Why I Hate DISTINCT

You know... that "handy" keyword that eliminates duplicates from your result set.  Yeah, that DISTINCT.  I Hate it!  My team thought I was crazy (maybe I am, but this is not proof of it).  I am frequently railing against the use of DISTINCT by any of my developers.  "It's a sign of weakness!", I would say.  Or, "It just shows you don't know how to write SQL!"

Okay, maybe hate is too strong of a word.  But I certainly dislike its use within my applications.  Actually, today I slowed down long enough to put into coherent terms what my issue is with the DISTINCT keyword.  The truth is that I really dislike its over-use.  Really, DISTINCT is not evil by itself.  It's just a tool.  Like a gun.  Or money.  The tool is not evil in and of itself, but in the wrong hands, it can be used for evil.  And in the right hands, it can be used for good.

The Good

If I need a quick list of the states where we currently have business, I might issue a statement like this

SELECT DISTINCT OH.State 
FROM OrderHeader OH

Great!  It gives me the list.  No muss, no fuss.  I have no problem with the rapid, ad-hoc usage of DISTINCT like this.  But I find that 9 times out of 10, I am more likely to use a GROUP BY because I also want to know something about those states such as which are most active (i.e. how many orders are in each state) or which generate the most revenue, so it is far more likely that I will use a statement like

SELECT OH.State, COUNT(*)
FROM OrderHeader OH
GROUP BY OH.State

The Bad

Where things start to go sour in my opinion is when a developer is building substantial query, joining tables together, and all of a sudden he realizes that it looks like he is getting duplicate (or even more) rows and his immediate response...his "solution" to this "problem" is to throw on the DISTINCT keyword and POOF all his troubles go away.  I hope that to you, the reader, this sounds ridiculous, but unfortunately I have been in many a session where I hear this "solution" offered up.
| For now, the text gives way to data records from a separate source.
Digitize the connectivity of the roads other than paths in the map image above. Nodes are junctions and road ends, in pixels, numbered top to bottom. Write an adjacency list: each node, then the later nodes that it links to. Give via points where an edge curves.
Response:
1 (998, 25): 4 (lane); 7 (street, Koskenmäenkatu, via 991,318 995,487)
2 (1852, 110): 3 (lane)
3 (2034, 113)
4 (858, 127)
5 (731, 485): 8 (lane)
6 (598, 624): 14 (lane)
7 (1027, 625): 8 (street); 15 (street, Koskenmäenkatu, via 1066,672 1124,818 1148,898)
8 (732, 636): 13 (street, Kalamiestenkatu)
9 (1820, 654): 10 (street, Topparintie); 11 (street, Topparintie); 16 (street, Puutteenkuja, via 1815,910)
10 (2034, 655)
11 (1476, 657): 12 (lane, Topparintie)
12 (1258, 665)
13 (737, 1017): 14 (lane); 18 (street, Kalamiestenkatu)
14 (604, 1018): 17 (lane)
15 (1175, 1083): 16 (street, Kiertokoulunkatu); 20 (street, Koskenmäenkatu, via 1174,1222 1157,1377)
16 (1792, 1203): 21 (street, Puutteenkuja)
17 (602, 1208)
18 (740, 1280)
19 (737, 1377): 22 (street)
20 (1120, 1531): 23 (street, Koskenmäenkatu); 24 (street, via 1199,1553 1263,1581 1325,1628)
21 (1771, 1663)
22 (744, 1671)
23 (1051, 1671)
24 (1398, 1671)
Here's my concern...this is what is really behind me lashing out verbally at the poor, helpless developer...He does not know why there are duplicates, only that he wants to get rid of them in order to move on to the next development task.  But I want to know why.  Is a table ill-defined and we actually have duplicate data?  Is a JOIN ill-defined and the developer really needs more fields in the ON statement or other additional criteria in the JOIN clause?  Are there other columns that really should be included in the result set in order to distinguish between two similar-looking rows?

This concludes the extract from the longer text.